After her history and studies, Harrison goes into what readers can do about diet culture, including crafting your online experience very carefully (surprise: I have zero social media other than Goodreads); how to remove yourself from diet talk with family, friends, co-workers; and finding a community that supports your goal to remain diet-free. I have to say, being diet-free is the most liberated I’ve ever felt, and thus had to be cautious writing this review. Watching almost everyone around me be anxious around food, police what other people are eating, talk about what they’re craving, and mentioning something about “getting in their steps” is exhausting, sad, and triggering.
I recommend Anti-Diet for its honesty, clear writing, and list of sources that you could examine yourself. For many people, they’re so stuck in “health” and “dieting” that they continue to be miserable and looking for the source. Anti-Diet may help them find it.

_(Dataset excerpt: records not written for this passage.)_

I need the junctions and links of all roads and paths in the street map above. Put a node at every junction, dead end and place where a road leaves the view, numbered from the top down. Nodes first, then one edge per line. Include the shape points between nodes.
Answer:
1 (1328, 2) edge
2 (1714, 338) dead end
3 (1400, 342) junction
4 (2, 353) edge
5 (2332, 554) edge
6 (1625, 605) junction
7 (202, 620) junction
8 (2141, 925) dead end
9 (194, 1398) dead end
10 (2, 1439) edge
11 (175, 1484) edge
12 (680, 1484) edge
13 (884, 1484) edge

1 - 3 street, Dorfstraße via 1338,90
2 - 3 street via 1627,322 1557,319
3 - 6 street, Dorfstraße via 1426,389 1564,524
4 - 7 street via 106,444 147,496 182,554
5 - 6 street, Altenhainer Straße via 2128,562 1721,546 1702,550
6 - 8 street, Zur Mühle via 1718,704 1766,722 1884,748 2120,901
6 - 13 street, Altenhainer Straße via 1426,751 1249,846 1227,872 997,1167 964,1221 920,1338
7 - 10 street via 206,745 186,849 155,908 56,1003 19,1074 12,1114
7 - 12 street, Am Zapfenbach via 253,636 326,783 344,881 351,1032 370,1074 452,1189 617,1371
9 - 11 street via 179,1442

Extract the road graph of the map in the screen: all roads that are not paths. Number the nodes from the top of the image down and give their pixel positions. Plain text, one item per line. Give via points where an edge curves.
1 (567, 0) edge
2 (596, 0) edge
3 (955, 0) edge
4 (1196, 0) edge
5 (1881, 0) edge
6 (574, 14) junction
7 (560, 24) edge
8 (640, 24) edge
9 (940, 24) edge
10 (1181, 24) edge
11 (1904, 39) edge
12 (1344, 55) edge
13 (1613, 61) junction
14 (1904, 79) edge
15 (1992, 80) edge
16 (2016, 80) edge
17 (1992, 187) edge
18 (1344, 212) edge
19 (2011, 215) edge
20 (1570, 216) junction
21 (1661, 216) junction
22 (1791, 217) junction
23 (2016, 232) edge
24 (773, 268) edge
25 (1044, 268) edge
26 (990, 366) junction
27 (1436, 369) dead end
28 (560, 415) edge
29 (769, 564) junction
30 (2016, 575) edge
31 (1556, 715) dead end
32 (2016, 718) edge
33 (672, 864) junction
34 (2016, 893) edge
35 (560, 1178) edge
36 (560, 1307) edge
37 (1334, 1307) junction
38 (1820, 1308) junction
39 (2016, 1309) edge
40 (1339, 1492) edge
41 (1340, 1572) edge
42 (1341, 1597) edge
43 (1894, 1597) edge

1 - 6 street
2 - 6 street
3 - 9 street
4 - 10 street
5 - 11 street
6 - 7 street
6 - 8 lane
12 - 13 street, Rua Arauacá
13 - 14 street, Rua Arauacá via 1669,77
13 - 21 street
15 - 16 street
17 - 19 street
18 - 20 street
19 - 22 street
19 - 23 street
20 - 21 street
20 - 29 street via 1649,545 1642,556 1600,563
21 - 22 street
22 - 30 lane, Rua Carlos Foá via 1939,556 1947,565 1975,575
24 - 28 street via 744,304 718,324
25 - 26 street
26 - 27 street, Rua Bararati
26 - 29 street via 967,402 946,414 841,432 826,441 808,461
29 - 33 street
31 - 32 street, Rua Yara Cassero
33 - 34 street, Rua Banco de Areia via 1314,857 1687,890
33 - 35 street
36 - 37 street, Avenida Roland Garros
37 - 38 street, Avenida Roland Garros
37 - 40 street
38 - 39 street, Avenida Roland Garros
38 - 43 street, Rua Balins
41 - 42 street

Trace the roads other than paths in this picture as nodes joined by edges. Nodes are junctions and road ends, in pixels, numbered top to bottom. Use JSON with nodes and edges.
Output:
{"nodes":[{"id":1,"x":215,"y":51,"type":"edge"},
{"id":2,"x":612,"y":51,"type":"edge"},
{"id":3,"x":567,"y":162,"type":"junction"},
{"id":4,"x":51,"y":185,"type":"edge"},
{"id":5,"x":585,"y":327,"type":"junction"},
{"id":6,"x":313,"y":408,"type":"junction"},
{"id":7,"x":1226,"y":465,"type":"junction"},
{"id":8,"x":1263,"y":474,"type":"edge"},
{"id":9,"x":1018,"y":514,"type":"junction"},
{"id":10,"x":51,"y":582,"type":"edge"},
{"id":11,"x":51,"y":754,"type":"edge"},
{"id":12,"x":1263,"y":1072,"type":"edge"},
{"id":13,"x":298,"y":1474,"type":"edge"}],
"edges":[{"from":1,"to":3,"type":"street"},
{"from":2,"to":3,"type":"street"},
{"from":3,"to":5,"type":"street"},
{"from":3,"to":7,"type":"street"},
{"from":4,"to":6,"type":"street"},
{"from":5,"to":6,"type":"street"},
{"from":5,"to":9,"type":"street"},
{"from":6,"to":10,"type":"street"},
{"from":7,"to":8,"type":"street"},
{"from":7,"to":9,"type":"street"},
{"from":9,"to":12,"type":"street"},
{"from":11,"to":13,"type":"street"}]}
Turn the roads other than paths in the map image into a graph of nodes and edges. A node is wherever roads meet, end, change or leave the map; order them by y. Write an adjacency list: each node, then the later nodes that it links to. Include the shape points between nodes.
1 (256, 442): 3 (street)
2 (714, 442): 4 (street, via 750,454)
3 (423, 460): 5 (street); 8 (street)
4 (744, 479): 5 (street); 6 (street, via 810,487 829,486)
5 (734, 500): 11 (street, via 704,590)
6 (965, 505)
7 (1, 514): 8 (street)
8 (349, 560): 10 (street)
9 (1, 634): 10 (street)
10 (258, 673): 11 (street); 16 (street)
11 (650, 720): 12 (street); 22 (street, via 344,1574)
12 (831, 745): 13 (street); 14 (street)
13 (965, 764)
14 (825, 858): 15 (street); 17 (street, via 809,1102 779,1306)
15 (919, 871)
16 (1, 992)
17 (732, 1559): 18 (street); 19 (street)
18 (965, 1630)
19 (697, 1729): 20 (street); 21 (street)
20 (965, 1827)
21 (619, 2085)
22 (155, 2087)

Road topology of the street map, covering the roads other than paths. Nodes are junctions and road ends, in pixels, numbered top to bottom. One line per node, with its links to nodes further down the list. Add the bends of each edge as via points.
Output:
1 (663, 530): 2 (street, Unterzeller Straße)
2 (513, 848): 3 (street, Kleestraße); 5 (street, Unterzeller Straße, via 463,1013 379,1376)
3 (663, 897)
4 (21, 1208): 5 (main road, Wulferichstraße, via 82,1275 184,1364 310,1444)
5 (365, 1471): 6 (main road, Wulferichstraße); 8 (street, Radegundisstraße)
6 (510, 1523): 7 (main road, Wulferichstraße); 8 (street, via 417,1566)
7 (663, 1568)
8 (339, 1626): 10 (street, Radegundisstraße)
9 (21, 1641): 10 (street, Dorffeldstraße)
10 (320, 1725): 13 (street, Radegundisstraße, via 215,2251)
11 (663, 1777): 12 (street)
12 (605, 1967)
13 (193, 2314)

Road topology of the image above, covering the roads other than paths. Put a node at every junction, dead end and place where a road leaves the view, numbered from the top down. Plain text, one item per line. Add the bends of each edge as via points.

1/26/2020 Update: ya’ll have a lot of medical-type questions in the comments. I’m not a doctor. I’m a person who read a book and been on the HAES journey for years. It’s hard. It’s lonely. Everyone wants to challenge what you’re doing, in spite of medical evidence, your general happiness, and personal autonomy. They want to question what you’re eating and reassure you that you can’t be happy yet. I can be part of your community on your own anti-diet journey, I can recommend this book as one of many that discuss pervasive, insidious fatphobia. But given that every journey is unique, as is every human body, despite our deepest wishes for a universal “normal,” there isn’t one and you’ll have to work what’s best for you through your own research.